* [TASK TO COMPLETE]:
Which lines of the entries contain the string "Left"? Please find them and copy them.

══ MATERIAL PROVIDED ══

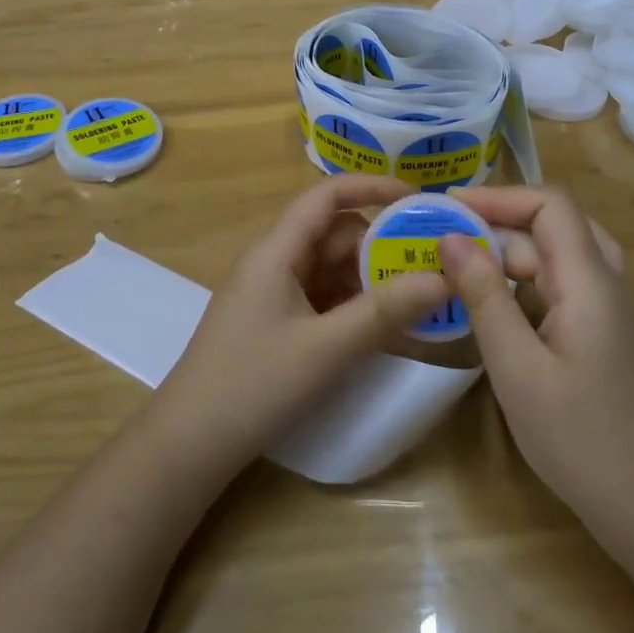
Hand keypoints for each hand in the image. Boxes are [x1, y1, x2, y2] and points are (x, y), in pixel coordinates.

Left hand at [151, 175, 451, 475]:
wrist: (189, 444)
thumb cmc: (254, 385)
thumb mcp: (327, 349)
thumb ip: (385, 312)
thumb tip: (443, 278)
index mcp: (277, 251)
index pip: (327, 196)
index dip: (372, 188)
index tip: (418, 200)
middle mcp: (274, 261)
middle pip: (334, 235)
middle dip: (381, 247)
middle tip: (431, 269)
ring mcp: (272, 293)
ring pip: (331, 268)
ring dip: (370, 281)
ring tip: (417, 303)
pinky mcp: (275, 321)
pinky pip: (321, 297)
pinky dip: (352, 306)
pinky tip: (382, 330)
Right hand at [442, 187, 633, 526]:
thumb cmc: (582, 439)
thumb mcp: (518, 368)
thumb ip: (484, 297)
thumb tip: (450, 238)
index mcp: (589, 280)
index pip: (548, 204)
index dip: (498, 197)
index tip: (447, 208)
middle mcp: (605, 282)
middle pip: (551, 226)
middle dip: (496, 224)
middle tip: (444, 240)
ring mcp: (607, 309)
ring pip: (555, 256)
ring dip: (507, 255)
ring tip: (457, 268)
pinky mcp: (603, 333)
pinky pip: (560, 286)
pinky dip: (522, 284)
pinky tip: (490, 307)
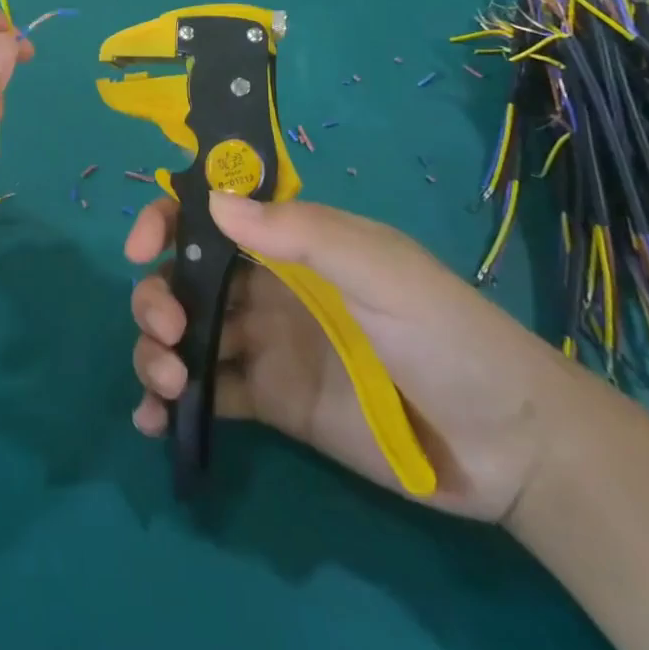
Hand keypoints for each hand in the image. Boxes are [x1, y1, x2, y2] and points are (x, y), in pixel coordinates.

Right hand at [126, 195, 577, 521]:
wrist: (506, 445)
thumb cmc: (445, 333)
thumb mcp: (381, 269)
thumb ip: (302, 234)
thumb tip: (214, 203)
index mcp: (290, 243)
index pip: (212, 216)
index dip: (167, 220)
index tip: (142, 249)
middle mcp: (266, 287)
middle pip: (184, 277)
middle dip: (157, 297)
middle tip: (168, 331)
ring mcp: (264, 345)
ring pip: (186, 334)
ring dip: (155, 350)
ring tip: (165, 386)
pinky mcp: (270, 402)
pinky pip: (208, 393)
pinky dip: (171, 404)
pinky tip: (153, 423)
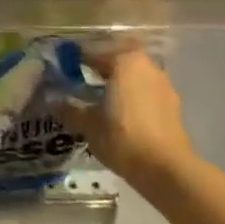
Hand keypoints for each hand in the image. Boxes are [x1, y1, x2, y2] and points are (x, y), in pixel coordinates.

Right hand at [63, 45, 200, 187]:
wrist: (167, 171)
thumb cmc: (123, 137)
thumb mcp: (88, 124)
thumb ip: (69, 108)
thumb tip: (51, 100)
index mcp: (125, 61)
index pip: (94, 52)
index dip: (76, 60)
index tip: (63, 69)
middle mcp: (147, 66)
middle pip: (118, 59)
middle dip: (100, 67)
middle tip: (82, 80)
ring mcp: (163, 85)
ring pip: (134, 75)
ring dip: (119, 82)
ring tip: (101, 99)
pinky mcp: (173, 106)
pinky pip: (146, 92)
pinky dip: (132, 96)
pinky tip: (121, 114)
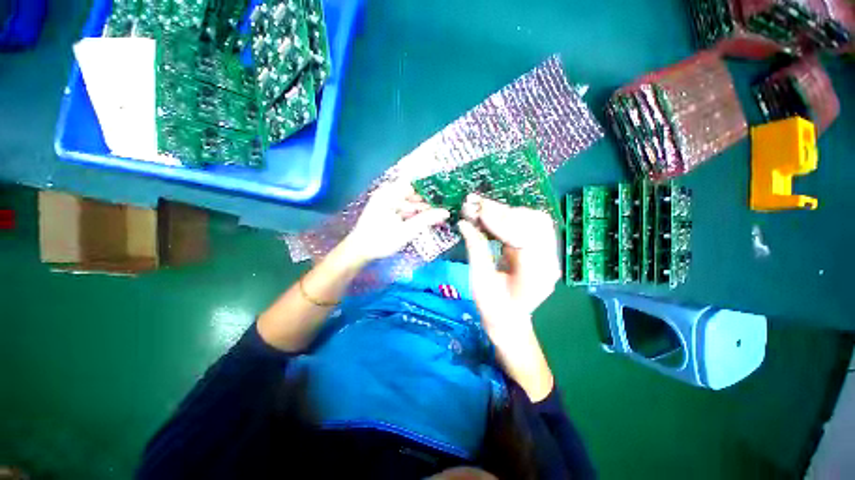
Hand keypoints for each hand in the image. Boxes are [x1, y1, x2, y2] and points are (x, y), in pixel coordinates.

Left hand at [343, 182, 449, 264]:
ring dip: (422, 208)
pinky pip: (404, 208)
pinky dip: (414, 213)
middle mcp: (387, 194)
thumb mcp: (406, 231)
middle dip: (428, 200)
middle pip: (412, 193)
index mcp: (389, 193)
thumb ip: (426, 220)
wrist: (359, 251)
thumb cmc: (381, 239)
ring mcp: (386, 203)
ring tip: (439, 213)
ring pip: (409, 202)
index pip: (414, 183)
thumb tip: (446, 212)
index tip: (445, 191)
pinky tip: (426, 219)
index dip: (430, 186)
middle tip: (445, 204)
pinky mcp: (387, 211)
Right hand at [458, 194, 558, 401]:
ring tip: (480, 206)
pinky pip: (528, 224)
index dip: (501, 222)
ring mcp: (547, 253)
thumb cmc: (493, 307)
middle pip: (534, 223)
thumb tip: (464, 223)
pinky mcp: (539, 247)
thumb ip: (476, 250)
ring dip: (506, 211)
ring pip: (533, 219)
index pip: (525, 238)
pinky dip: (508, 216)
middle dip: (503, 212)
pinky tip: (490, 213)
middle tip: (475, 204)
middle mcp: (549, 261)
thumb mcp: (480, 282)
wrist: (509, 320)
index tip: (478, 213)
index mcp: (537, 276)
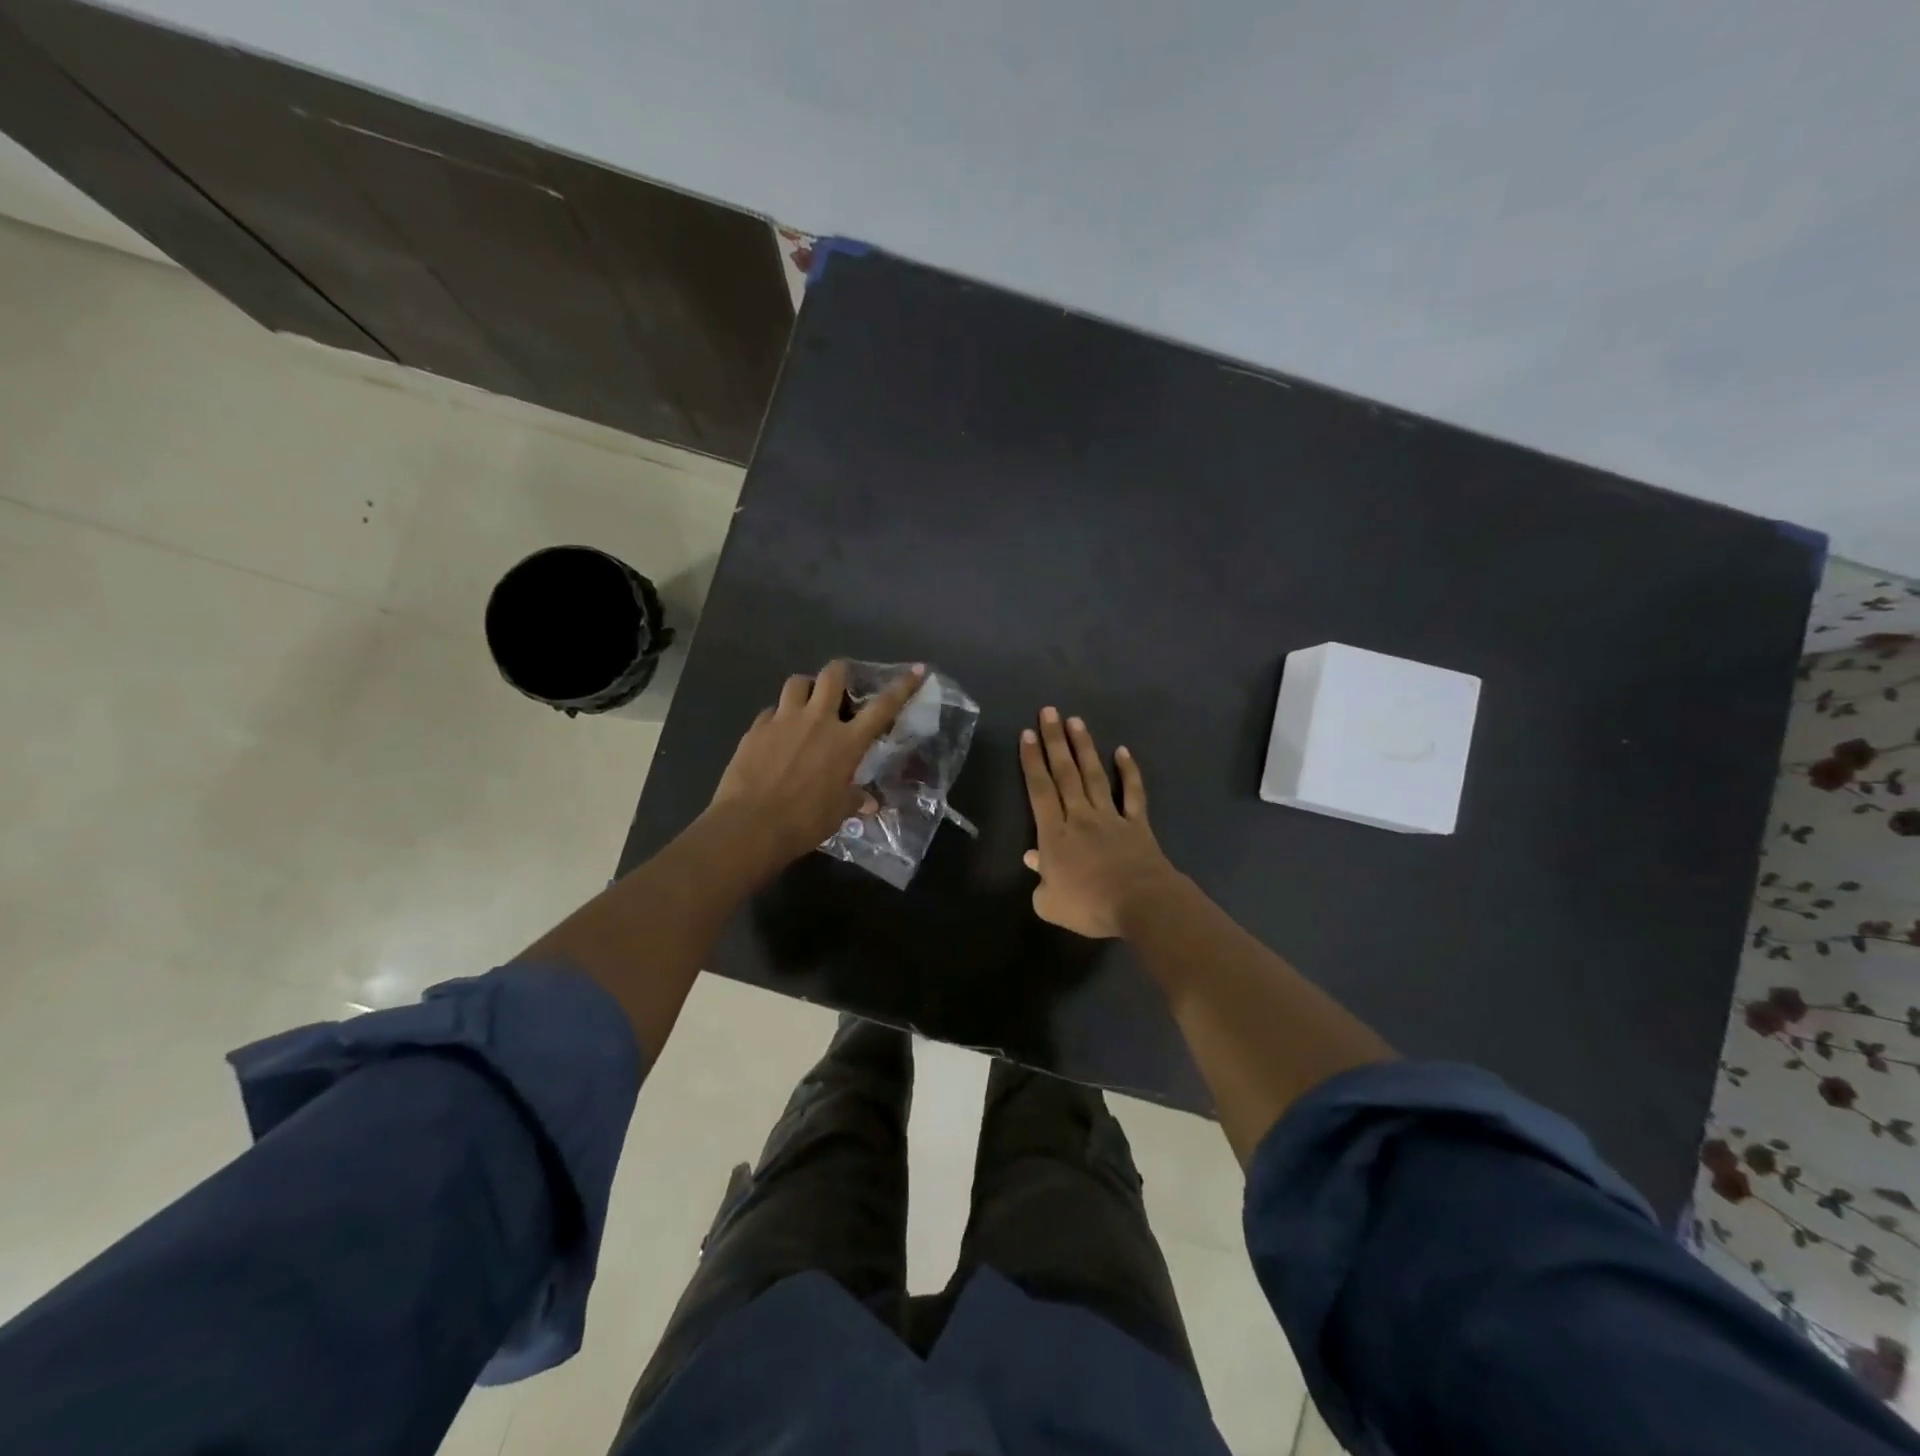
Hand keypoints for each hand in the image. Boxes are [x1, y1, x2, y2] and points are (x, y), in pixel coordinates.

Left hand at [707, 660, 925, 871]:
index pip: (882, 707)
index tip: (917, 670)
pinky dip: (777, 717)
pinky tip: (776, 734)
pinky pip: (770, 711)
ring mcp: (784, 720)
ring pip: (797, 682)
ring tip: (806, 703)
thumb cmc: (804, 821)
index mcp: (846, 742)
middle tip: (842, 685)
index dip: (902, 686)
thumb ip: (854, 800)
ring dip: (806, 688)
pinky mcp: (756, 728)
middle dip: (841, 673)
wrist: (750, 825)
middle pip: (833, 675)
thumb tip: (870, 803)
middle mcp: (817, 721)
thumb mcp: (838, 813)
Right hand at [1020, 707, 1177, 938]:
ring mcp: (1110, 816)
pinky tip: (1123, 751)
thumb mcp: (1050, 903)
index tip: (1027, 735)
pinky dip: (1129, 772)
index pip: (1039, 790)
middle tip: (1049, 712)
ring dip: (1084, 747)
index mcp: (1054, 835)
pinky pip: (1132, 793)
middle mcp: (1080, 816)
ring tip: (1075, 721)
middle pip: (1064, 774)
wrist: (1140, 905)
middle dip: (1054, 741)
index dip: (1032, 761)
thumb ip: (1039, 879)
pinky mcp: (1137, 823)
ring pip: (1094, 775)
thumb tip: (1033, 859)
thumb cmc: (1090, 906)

═══

* [REPLY]:
Left hand at [151, 175, 451, 475]:
Left hand at [343, 182, 449, 264]:
Left hand at [707, 660, 925, 871]:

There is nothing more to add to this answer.